[Stored items]
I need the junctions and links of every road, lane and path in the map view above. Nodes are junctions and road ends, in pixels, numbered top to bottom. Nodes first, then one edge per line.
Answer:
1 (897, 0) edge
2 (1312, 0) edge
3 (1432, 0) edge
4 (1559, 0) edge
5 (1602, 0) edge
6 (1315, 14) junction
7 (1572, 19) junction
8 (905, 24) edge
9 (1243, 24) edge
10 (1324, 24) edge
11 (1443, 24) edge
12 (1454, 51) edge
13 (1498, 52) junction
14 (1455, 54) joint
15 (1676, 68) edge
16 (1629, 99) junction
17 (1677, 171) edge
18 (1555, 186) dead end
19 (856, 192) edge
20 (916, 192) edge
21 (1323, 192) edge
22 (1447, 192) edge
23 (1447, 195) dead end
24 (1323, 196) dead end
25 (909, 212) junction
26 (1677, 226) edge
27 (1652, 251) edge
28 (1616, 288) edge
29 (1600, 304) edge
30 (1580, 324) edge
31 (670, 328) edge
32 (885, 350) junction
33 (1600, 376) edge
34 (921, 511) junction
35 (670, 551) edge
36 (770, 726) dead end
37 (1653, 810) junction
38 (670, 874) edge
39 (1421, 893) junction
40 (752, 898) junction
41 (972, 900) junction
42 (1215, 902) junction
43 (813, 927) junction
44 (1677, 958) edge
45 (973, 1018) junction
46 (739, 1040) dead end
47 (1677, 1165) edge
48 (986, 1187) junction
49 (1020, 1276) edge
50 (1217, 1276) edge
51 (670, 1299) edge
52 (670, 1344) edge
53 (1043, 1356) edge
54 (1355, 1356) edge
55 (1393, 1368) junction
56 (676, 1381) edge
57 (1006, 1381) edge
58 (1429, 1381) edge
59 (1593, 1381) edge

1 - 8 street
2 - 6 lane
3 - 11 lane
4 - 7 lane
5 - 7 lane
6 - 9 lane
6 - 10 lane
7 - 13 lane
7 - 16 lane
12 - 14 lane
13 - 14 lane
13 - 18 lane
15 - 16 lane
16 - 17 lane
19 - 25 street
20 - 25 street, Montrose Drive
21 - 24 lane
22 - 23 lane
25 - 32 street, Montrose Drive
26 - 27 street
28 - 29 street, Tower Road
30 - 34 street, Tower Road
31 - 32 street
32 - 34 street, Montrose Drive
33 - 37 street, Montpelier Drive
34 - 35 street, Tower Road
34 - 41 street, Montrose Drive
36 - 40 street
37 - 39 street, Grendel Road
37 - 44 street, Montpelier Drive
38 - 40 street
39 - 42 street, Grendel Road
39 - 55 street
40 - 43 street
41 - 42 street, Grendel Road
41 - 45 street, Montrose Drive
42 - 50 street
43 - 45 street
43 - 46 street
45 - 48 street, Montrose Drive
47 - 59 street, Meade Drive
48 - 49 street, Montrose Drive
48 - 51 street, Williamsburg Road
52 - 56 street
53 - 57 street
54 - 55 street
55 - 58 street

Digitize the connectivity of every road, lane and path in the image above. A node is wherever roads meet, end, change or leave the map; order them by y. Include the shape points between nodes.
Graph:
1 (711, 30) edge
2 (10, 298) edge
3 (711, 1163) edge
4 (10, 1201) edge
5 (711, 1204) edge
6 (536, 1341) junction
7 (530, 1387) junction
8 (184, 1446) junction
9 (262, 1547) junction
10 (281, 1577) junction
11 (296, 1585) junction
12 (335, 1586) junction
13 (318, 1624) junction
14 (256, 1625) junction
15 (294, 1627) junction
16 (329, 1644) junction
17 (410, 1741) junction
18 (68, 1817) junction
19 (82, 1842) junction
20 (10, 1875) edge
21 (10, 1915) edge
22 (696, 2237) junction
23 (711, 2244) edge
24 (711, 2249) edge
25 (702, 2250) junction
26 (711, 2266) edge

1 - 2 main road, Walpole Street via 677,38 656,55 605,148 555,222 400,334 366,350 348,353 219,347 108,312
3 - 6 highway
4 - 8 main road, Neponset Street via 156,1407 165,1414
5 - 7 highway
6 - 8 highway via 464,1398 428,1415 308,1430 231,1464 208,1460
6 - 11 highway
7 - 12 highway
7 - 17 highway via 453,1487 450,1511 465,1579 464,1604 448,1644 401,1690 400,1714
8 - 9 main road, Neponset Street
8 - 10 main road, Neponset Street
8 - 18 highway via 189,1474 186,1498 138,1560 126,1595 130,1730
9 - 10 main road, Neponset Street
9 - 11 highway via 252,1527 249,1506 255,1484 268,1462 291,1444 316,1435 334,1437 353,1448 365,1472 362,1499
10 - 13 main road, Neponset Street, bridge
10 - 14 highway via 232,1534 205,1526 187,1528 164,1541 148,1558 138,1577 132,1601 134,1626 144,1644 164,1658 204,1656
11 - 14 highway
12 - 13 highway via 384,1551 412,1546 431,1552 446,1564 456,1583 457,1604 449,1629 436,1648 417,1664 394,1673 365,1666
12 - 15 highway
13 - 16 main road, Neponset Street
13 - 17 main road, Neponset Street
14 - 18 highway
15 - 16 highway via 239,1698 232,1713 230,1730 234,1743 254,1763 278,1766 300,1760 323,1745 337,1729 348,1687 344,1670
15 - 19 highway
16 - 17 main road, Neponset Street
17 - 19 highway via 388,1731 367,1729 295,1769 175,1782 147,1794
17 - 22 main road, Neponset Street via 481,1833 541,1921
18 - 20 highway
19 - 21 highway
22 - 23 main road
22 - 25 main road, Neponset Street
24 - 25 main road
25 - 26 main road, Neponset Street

§ **Directions**
Show every line in the entries where the string "above" occurs.

§ **Answer to this problem**
I need the junctions and links of every road, lane and path in the map view above. Nodes are junctions and road ends, in pixels, numbered top to bottom. Nodes first, then one edge per line.
Digitize the connectivity of every road, lane and path in the image above. A node is wherever roads meet, end, change or leave the map; order them by y. Include the shape points between nodes.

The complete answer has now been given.